» EXERCISE
Beginning with the line that contains "Write the network", transcribe every line through the end of the entries exactly as written, and reproduce nothing else.

─── SOURCE MATERIAL ───

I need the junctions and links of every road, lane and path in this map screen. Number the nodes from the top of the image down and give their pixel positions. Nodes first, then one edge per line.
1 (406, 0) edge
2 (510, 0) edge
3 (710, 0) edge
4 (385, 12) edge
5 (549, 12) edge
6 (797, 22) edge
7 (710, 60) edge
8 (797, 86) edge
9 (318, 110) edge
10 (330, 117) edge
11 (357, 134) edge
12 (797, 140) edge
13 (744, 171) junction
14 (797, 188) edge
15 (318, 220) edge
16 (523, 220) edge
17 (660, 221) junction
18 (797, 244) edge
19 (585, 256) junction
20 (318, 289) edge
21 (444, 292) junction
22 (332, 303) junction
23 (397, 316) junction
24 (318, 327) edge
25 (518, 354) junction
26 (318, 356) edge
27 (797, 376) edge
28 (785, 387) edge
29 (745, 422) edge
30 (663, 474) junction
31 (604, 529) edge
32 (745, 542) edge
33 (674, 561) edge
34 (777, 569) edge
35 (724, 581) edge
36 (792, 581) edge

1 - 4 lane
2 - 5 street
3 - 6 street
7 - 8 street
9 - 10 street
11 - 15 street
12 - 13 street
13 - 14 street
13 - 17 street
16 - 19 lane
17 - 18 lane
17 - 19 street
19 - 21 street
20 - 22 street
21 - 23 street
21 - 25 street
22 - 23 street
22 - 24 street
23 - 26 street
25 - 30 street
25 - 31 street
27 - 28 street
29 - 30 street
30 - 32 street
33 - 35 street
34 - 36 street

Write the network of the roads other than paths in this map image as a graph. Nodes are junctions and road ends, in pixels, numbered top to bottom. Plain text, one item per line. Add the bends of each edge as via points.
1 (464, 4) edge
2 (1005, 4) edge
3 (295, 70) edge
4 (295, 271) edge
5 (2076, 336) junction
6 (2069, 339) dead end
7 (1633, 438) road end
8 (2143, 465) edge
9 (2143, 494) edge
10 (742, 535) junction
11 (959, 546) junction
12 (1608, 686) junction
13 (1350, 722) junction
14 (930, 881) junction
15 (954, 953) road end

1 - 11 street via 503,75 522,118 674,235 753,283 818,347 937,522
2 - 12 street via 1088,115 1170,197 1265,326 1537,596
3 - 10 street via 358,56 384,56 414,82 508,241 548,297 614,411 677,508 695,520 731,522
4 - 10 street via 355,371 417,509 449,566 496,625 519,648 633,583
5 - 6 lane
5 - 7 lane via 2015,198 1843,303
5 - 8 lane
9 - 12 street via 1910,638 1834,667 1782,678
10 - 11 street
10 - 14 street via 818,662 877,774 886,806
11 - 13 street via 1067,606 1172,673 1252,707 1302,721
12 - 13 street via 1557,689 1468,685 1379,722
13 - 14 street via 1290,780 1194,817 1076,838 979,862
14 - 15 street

───

» ANSWER BOX
Write the network of the roads other than paths in this map image as a graph. Nodes are junctions and road ends, in pixels, numbered top to bottom. Plain text, one item per line. Add the bends of each edge as via points.
1 (464, 4) edge
2 (1005, 4) edge
3 (295, 70) edge
4 (295, 271) edge
5 (2076, 336) junction
6 (2069, 339) dead end
7 (1633, 438) road end
8 (2143, 465) edge
9 (2143, 494) edge
10 (742, 535) junction
11 (959, 546) junction
12 (1608, 686) junction
13 (1350, 722) junction
14 (930, 881) junction
15 (954, 953) road end

1 - 11 street via 503,75 522,118 674,235 753,283 818,347 937,522
2 - 12 street via 1088,115 1170,197 1265,326 1537,596
3 - 10 street via 358,56 384,56 414,82 508,241 548,297 614,411 677,508 695,520 731,522
4 - 10 street via 355,371 417,509 449,566 496,625 519,648 633,583
5 - 6 lane
5 - 7 lane via 2015,198 1843,303
5 - 8 lane
9 - 12 street via 1910,638 1834,667 1782,678
10 - 11 street
10 - 14 street via 818,662 877,774 886,806
11 - 13 street via 1067,606 1172,673 1252,707 1302,721
12 - 13 street via 1557,689 1468,685 1379,722
13 - 14 street via 1290,780 1194,817 1076,838 979,862
14 - 15 street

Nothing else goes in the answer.